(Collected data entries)

——

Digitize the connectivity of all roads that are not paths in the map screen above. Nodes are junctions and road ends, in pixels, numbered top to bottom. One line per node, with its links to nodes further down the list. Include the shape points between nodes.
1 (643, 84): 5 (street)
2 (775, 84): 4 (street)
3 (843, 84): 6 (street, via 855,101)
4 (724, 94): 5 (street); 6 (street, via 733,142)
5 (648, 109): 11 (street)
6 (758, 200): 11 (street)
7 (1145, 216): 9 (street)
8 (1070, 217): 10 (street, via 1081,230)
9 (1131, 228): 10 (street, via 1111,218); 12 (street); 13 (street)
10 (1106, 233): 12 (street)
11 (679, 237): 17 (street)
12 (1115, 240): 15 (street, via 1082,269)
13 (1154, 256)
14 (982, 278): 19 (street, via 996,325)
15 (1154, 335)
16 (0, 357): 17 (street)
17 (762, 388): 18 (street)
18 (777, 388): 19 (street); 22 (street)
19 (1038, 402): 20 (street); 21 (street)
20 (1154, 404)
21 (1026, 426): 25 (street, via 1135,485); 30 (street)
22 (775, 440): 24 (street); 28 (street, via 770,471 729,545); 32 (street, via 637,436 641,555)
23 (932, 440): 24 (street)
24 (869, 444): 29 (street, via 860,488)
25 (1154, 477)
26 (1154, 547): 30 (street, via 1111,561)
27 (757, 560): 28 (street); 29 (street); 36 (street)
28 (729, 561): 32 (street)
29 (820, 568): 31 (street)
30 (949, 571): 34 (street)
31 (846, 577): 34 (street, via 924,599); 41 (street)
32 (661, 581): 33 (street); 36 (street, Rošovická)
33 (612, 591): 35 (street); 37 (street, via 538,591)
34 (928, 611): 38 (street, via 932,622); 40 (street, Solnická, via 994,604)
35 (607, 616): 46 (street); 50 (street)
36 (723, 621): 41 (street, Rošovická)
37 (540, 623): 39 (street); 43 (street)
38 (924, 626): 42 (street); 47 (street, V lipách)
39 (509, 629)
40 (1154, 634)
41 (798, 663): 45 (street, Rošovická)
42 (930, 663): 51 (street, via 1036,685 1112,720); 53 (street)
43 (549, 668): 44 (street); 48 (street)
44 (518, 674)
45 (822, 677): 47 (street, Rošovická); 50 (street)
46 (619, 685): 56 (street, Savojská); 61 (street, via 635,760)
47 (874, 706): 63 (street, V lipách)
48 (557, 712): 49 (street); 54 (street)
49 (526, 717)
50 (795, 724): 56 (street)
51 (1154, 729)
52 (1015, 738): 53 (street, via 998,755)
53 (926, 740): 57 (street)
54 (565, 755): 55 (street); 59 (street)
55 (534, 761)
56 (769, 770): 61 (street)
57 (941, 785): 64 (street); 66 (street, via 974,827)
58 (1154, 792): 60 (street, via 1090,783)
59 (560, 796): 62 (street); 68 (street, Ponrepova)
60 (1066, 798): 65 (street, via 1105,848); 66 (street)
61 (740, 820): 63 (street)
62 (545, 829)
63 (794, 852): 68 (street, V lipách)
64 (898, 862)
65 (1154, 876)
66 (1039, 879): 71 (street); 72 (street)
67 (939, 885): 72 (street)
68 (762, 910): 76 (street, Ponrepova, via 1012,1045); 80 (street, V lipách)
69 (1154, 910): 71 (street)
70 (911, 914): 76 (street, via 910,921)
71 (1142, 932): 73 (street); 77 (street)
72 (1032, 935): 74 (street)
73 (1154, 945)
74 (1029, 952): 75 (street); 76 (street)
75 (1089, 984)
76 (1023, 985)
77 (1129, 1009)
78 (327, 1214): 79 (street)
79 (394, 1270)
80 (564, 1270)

——

| Required action |
Take the records above and copy them out exactly.

| Written answer |
Digitize the connectivity of all roads that are not paths in the map screen above. Nodes are junctions and road ends, in pixels, numbered top to bottom. One line per node, with its links to nodes further down the list. Include the shape points between nodes.
1 (643, 84): 5 (street)
2 (775, 84): 4 (street)
3 (843, 84): 6 (street, via 855,101)
4 (724, 94): 5 (street); 6 (street, via 733,142)
5 (648, 109): 11 (street)
6 (758, 200): 11 (street)
7 (1145, 216): 9 (street)
8 (1070, 217): 10 (street, via 1081,230)
9 (1131, 228): 10 (street, via 1111,218); 12 (street); 13 (street)
10 (1106, 233): 12 (street)
11 (679, 237): 17 (street)
12 (1115, 240): 15 (street, via 1082,269)
13 (1154, 256)
14 (982, 278): 19 (street, via 996,325)
15 (1154, 335)
16 (0, 357): 17 (street)
17 (762, 388): 18 (street)
18 (777, 388): 19 (street); 22 (street)
19 (1038, 402): 20 (street); 21 (street)
20 (1154, 404)
21 (1026, 426): 25 (street, via 1135,485); 30 (street)
22 (775, 440): 24 (street); 28 (street, via 770,471 729,545); 32 (street, via 637,436 641,555)
23 (932, 440): 24 (street)
24 (869, 444): 29 (street, via 860,488)
25 (1154, 477)
26 (1154, 547): 30 (street, via 1111,561)
27 (757, 560): 28 (street); 29 (street); 36 (street)
28 (729, 561): 32 (street)
29 (820, 568): 31 (street)
30 (949, 571): 34 (street)
31 (846, 577): 34 (street, via 924,599); 41 (street)
32 (661, 581): 33 (street); 36 (street, Rošovická)
33 (612, 591): 35 (street); 37 (street, via 538,591)
34 (928, 611): 38 (street, via 932,622); 40 (street, Solnická, via 994,604)
35 (607, 616): 46 (street); 50 (street)
36 (723, 621): 41 (street, Rošovická)
37 (540, 623): 39 (street); 43 (street)
38 (924, 626): 42 (street); 47 (street, V lipách)
39 (509, 629)
40 (1154, 634)
41 (798, 663): 45 (street, Rošovická)
42 (930, 663): 51 (street, via 1036,685 1112,720); 53 (street)
43 (549, 668): 44 (street); 48 (street)
44 (518, 674)
45 (822, 677): 47 (street, Rošovická); 50 (street)
46 (619, 685): 56 (street, Savojská); 61 (street, via 635,760)
47 (874, 706): 63 (street, V lipách)
48 (557, 712): 49 (street); 54 (street)
49 (526, 717)
50 (795, 724): 56 (street)
51 (1154, 729)
52 (1015, 738): 53 (street, via 998,755)
53 (926, 740): 57 (street)
54 (565, 755): 55 (street); 59 (street)
55 (534, 761)
56 (769, 770): 61 (street)
57 (941, 785): 64 (street); 66 (street, via 974,827)
58 (1154, 792): 60 (street, via 1090,783)
59 (560, 796): 62 (street); 68 (street, Ponrepova)
60 (1066, 798): 65 (street, via 1105,848); 66 (street)
61 (740, 820): 63 (street)
62 (545, 829)
63 (794, 852): 68 (street, V lipách)
64 (898, 862)
65 (1154, 876)
66 (1039, 879): 71 (street); 72 (street)
67 (939, 885): 72 (street)
68 (762, 910): 76 (street, Ponrepova, via 1012,1045); 80 (street, V lipách)
69 (1154, 910): 71 (street)
70 (911, 914): 76 (street, via 910,921)
71 (1142, 932): 73 (street); 77 (street)
72 (1032, 935): 74 (street)
73 (1154, 945)
74 (1029, 952): 75 (street); 76 (street)
75 (1089, 984)
76 (1023, 985)
77 (1129, 1009)
78 (327, 1214): 79 (street)
79 (394, 1270)
80 (564, 1270)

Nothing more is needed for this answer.